The audio file we use (Phish Funk - Stargazing) is distributed by Free Music
Archive under a CC BY-NC license.

In [None]:
import librosa
# We can load an audio file using librosa and print its sample rate and the 
# shape of the audio data

y, sr = librosa.load("assets/stargazing.wav")
print("Loaded audio with sample rate:", sr)
print("Audio shape:", y.shape)

In [None]:
# We can calculate the duration by calculating (number of samples / sample rate)
total_samples = y.shape[0]
duration = total_samples//sr
print("Audio duration (seconds):", duration)

In [None]:
import matplotlib.pyplot as plt
import numpy

# We can visualize the audio waveform using matplotlib
# The x-axis will be the sample number and the y-axis will be the amplitude
time=numpy.arange(0, duration, 1/sr)

plt.figure(figsize=(10, 4))
plt.plot(time, y)
plt.title('Wave Amplitude')
plt.xlabel='Seconds'
plt.ylabel="Amplitude"
plt.xlim= (0, duration)
plt.ylim = (-1,1)
plt.grid()
plt.show()

In [None]:
import numpy

# If we want to visualize the audio waveform in a more meaningful way, we can
# convert the sample number to time in seconds.

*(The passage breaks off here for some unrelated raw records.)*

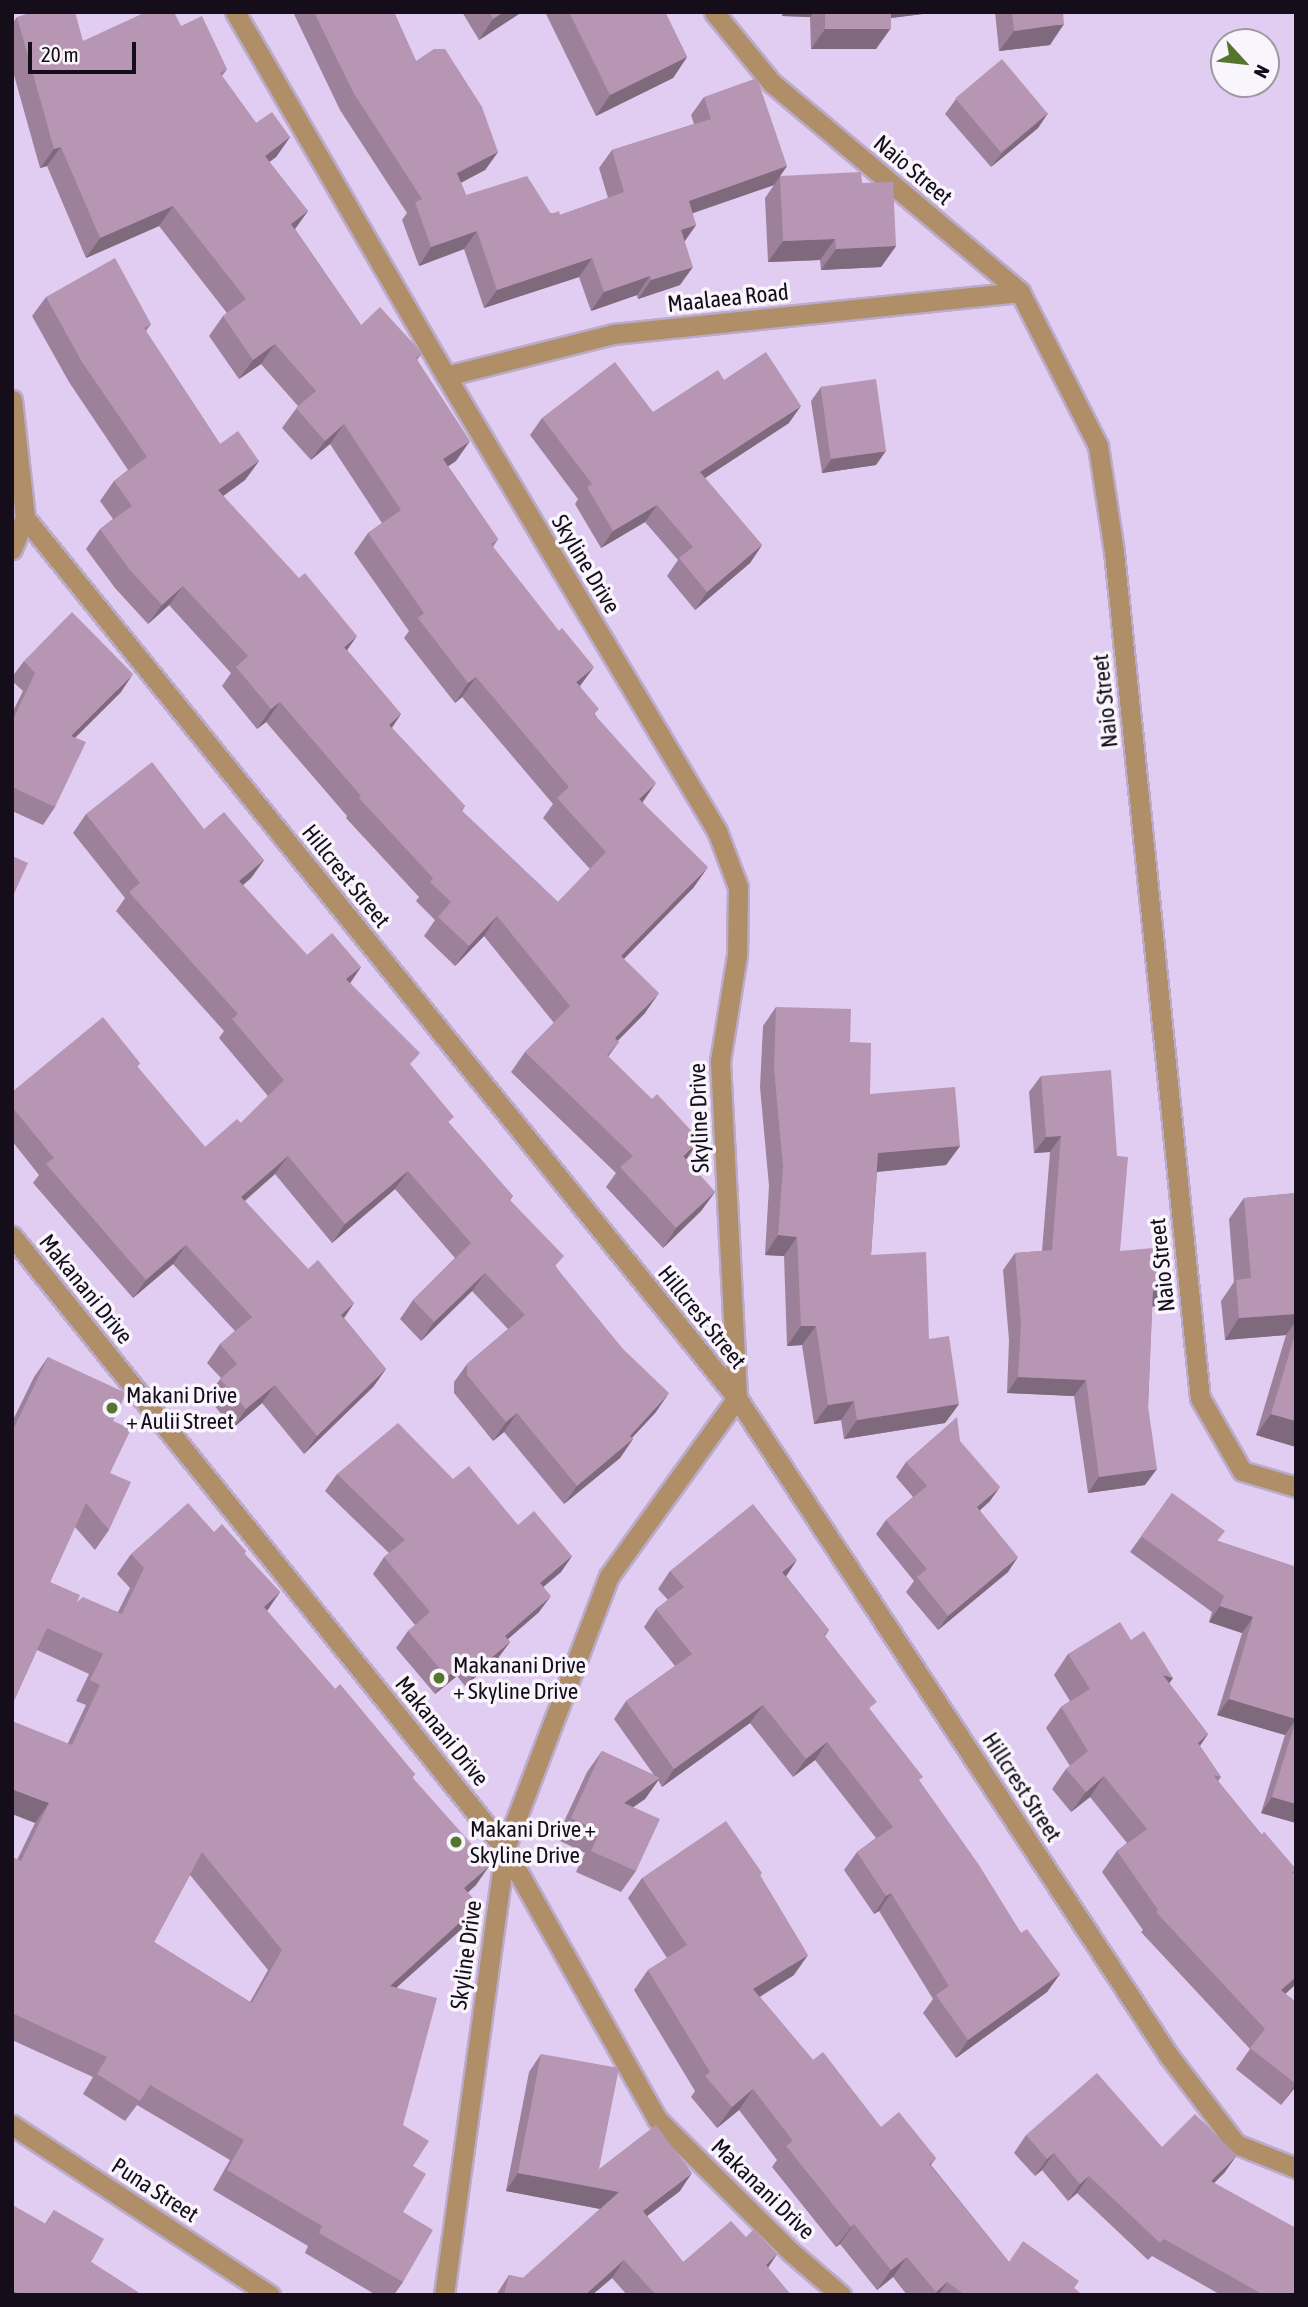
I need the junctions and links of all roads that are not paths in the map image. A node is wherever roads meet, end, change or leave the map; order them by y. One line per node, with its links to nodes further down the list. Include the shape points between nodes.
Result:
1 (235, 12): 4 (street, Skyline Drive)
2 (714, 12): 3 (street, Naio Street, via 772,83)
3 (1020, 292): 4 (street, Maalaea Road, via 613,334); 10 (street, Naio Street, via 1098,446 1114,552 1200,1398 1242,1471)
4 (446, 376): 9 (street, Skyline Drive, via 717,831 738,887 737,954 720,1061)
5 (12, 400): 6 (street)
6 (25, 518): 7 (street); 9 (street, Hillcrest Street)
7 (12, 549)
8 (12, 1236): 11 (street, Makanani Drive)
9 (737, 1398): 11 (street, Skyline Drive, via 609,1576); 13 (street, Hillcrest Street, via 1169,2056 1236,2144)
10 (1296, 1487)
11 (505, 1849): 15 (street, Skyline Drive); 16 (street, Makanani Drive, via 657,2119)
12 (12, 2125): 14 (street, Puna Street)
13 (1296, 2168)
14 (270, 2295)
15 (444, 2295)
16 (841, 2295)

# The time axis can be created by creating an array from 0 to the duration
# with a step size of 1/sr (= the time between samples)
time = numpy.arange(0, duration, 1/sr)

In [None]:
from IPython.display import Audio, display

display(Audio(y, rate=sr))

# How does our audio sound? We can use IPython's Audio class to create an Audio
# widget that can play the audio in a Jupyter notebook.

### 2. Extracting audio features

`librosa` offers us a toolkit to extract audio features from the audio data.
Most features are calculated over *sliding windows* on our audio data. These
windows are parameterized with a *frame length* and a *hop length*.

In [None]:
frame_length = 2048
hop_length = 512

# With a given hop length, we can calculate the number of frames in the audio data
n_frames = 1 + total_samples/hop_length
print("Number of frames:", n_frames)

#### 2.1. Root Mean Square

There are many features we can extract from audio data. To get a sense of how
the volume of the audio changes over time, we can calculate the Root Mean
Square (RMS) energy of the audio signal. RMS is a measure of the average power
of the signal, and it can be used to estimate the perceived loudness of the
audio.

In [None]:
rms = librosa.feature.rms(y=y, frame_length=frame_length, hop_length=hop_length)
print("RMS shape:", rms.shape) # we should get the same number of frames

In [None]:
# Let's visualize our RMS signal using matplotlib. We can use the same time axis
# we created before, but we need to make sure to adjust the time axis to match
# the number of frames. The time axis for the RMS signal can be created by 
# creating an array from 0 to the duration with a step size of hop_length/sr
# (= the time between frames). We'll display both the RMS signal and the original
# audio waveform in the same diagram.

fig, ax = plt.subplots(2, 1, figsize=(10, 8), sharex=True)

# Original audio
p=ax[0]
p.plot(time, y)
p.set_title("Audio Wave")
p.set_xlabel("Seconds")
p.set_ylabel("Amplitude")
p.set_xlim(0, duration)
p.set_ylim(-1, 1)
p.grid()
# p.show()

p=ax[1]
rms_time=numpy.arange(0, duration, hop_length/sr)

p.plot(rms_time, rms[0])
p.set_title("RMS")
p.set_xlabel("Seconds")
p.set_ylabel("Amplitude")
p.set_xlim(0, duration)
p.set_ylim(0, 1)
p.grid()
# p.show()
# RMS signal
...

plt.tight_layout()
plt.show()

We can see that the beats concide with high RMS values.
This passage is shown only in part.